The formal categories that Scheggi found to address his research interests best were modularity, monochromy, negative space, planarity, and reflectivity. In the 1960s,To explore these topics, he devised the inter-generic pittura-oggetto (picture-object). Composed of layered canvases, the pittura-oggetto existed somewhere between sculpture and painting, having both planar and spatial properties. Scheggi grouped them into various series, including the pitture-oggetto a elementi modulari (modular picture-objects), the Intersuperficie curve (curved intersurfaces), shown here, and the Intersuperficie a zone riflesse (intersurfaces with reflective zones).

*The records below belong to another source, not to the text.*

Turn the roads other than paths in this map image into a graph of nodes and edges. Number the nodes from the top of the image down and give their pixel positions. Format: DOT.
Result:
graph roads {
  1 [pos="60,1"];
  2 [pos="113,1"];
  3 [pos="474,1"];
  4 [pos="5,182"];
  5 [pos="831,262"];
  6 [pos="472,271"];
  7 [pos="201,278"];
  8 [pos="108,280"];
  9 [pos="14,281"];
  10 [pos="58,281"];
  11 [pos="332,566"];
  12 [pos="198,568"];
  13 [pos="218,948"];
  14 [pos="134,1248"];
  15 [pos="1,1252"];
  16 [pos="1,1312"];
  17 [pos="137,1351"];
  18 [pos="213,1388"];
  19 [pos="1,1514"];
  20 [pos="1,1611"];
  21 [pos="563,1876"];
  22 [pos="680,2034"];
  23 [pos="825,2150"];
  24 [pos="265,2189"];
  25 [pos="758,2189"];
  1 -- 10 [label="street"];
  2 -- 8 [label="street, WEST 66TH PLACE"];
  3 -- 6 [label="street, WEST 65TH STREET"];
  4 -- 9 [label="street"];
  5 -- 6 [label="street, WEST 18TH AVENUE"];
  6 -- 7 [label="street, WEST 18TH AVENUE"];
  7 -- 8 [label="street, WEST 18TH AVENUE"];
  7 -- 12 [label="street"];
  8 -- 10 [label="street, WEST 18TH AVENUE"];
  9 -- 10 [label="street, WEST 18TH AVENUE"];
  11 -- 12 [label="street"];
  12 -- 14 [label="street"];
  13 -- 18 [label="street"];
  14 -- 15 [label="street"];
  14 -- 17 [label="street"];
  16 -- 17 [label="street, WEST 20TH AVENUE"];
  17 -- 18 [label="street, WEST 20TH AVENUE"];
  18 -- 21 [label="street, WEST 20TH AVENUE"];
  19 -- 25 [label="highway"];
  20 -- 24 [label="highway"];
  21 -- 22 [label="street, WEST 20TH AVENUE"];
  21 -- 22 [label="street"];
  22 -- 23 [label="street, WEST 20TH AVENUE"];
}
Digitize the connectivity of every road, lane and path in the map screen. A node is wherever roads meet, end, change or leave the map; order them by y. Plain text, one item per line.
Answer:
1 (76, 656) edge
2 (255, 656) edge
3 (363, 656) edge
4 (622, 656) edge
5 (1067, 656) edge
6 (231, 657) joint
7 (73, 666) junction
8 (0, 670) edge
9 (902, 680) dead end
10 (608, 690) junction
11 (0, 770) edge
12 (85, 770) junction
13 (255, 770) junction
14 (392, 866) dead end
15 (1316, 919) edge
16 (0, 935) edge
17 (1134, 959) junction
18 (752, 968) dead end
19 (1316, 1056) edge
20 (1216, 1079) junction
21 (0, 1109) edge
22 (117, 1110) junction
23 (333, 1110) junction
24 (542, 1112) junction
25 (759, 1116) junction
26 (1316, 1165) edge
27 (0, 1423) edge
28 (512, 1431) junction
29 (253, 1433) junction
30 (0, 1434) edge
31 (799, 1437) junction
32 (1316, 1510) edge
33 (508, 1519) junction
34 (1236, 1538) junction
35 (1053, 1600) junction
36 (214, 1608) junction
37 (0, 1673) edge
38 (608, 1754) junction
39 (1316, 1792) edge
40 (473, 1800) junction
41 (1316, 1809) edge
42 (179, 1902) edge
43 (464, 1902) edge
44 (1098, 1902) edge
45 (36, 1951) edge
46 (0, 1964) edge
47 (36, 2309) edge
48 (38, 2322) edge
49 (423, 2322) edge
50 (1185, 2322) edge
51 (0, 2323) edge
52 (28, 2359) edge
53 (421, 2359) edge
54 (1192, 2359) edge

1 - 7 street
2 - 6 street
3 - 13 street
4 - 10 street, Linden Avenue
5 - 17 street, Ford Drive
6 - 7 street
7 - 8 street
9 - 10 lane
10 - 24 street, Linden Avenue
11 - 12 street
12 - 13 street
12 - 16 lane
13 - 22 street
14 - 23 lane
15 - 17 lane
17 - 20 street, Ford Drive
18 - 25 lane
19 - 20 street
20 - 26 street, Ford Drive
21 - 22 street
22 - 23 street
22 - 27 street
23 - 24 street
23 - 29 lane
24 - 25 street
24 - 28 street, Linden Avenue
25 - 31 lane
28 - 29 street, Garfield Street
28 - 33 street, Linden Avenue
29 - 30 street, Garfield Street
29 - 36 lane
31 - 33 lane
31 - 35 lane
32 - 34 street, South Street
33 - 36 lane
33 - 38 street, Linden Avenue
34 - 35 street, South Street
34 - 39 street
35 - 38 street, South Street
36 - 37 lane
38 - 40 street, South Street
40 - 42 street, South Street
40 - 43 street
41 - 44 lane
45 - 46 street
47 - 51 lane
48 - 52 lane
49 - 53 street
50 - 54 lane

These works, which owe a debt to Scheggi’s teacher, Lucio Fontana, are rigorous without being pedantic, and Scheggi, while deadly serious about the high purpose of his work, had no trouble embracing the decorative aspects of his work, and hoped that the visual language he had developed could be applied not only to art, but to fashion and commercial design as well.

After he premature death from heart disease, his works were shown at the Italian pavilion of the Venice Biennale of 1972 and 1976. In 2013, the Associazione Paolo Scheggi was founded in Milan, dedicated to the study, authentication, and conservation of Scheggi’s artistic legacy, as well as the compilation of a catalogue raisonné of Scheggi’s work.